Among participants with ischemic stroke, mean ONSD was significantly different between patients who died, compared with patients who survived (0.582 cm vs 0.533 cm). The researchers also found a significant difference in mean ONSD between people with intracerebral hemorrhage who died, compared with people with intracerebral hemorrhage who survived (0.623 cm vs 0.572 cm).

Overall, for every 0.1-cm increase in ONSD, the odds of mortality were 4.239 times higher than the odds of survival among patients with ischemic stroke. For every 0.1-cm increase in ONSD among patients with intracerebral hemorrhage, the odds of mortality were 6.222 times higher than the odds of survival. Most of the deaths occurred within one month of hospitalization. In addition, increased ONSD measurements had a moderately strong correlation with poorer modified Rankin Scale scores at six months.

Test Should Be Administered Quickly
Increased ONSD measurements correlated with poor short-term (ie, in-hospital) and long-term (ie, at six months) mortality. “Optical ultrasound may be used as a screening tool to identify patients at risk of poor outcome from increased intracranial pressure,” said Dr. Hedna. In the future, the technique may enable treating physicians to initiate early therapeutics to improve patient care.

The ultrasound test is likely to be useful in stroke care only when administered soon after stroke injury, said Dr. Hedna. “Brain swelling after stroke usually peaks [at] between three to four days, hence its use in the acute stroke setting.”

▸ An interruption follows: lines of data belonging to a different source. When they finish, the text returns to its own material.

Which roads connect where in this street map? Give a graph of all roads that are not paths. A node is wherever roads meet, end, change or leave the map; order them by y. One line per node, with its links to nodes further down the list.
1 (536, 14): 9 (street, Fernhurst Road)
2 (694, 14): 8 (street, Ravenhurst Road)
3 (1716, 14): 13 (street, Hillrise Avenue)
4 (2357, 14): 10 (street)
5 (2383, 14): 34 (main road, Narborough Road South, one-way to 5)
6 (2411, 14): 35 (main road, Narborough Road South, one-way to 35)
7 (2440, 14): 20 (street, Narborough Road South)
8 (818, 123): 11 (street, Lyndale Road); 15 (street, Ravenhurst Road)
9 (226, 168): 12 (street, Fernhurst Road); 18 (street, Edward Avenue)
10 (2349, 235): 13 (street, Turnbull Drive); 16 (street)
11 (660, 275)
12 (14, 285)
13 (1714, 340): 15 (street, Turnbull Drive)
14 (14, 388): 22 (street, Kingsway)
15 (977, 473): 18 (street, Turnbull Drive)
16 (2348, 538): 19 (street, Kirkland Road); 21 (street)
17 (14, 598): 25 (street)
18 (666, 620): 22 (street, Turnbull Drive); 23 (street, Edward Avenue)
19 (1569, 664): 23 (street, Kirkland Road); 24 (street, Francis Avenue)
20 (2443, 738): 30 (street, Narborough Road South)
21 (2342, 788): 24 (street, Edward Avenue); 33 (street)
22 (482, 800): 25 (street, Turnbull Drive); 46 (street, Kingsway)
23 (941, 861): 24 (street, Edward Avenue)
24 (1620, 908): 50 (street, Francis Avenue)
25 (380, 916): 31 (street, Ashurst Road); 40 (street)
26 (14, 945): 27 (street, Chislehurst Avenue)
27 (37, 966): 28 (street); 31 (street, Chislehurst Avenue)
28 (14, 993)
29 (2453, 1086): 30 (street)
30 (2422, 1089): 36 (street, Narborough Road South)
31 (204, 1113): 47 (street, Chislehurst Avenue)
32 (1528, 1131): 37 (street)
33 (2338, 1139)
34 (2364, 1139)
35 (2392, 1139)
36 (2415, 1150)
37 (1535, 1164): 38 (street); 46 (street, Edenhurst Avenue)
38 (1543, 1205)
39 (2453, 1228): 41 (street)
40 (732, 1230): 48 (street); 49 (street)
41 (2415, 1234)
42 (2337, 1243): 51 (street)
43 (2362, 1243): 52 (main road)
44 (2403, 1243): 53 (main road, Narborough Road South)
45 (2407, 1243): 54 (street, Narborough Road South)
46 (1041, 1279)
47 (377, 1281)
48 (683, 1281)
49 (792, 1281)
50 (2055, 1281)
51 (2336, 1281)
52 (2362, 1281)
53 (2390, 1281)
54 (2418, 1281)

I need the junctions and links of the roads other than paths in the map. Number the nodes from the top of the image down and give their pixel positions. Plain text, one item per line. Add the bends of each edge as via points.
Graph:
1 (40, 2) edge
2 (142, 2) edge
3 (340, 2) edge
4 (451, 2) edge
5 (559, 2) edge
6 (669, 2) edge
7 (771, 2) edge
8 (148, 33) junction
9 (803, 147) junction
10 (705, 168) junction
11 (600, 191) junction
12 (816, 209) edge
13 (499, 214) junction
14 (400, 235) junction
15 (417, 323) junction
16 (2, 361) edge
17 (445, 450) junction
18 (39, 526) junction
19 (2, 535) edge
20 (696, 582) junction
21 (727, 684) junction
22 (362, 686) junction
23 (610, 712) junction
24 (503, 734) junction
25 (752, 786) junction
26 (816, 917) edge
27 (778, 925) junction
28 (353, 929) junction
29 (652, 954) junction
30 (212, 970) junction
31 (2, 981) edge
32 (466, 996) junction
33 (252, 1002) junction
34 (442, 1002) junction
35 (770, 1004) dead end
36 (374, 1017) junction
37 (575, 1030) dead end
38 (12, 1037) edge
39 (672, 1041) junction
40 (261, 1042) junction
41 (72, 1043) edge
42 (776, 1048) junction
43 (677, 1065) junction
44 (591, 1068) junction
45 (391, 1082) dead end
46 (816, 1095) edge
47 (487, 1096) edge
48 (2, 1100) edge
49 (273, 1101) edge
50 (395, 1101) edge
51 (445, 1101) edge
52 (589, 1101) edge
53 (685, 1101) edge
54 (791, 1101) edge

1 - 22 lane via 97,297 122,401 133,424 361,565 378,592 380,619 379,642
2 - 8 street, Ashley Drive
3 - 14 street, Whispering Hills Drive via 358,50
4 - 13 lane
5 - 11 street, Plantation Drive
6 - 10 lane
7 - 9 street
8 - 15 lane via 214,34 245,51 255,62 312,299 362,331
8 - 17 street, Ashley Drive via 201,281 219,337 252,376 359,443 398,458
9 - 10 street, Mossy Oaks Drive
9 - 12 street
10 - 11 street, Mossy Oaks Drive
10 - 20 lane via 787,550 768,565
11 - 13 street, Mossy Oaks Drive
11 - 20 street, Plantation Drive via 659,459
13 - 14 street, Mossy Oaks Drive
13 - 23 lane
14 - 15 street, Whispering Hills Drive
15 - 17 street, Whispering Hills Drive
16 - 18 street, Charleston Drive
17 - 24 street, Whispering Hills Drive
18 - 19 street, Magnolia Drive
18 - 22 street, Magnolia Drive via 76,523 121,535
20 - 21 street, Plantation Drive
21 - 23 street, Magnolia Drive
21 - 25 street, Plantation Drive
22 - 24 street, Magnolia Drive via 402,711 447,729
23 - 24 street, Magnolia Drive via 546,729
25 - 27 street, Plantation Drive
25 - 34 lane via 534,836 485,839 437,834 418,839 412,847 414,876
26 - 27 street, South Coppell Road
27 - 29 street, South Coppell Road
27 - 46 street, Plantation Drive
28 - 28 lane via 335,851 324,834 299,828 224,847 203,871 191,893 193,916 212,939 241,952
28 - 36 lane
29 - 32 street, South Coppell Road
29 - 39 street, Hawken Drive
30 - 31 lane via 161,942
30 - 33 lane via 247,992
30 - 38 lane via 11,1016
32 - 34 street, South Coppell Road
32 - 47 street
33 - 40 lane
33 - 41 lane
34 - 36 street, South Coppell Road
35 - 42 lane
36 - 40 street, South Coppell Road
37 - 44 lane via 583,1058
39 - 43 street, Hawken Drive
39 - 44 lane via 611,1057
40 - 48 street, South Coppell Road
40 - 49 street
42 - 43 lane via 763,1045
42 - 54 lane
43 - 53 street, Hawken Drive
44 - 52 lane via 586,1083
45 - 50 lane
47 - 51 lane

The investigators are studying whether differences in ONSD from day one to day two are related to patients’ risk of death or disability. They plan to study whether treating patients for fluid buildup on the brain based on an abnormal neurologic exam plus a bigger nerve sheath affects their outcomes, compared with standard care. The most severely impaired patients “are probably the ones who would get medications to decrease brain edema later in the course of their illness anyway,” said Dr. Hedna. “The ONSD would help the clinician make the decision sooner.”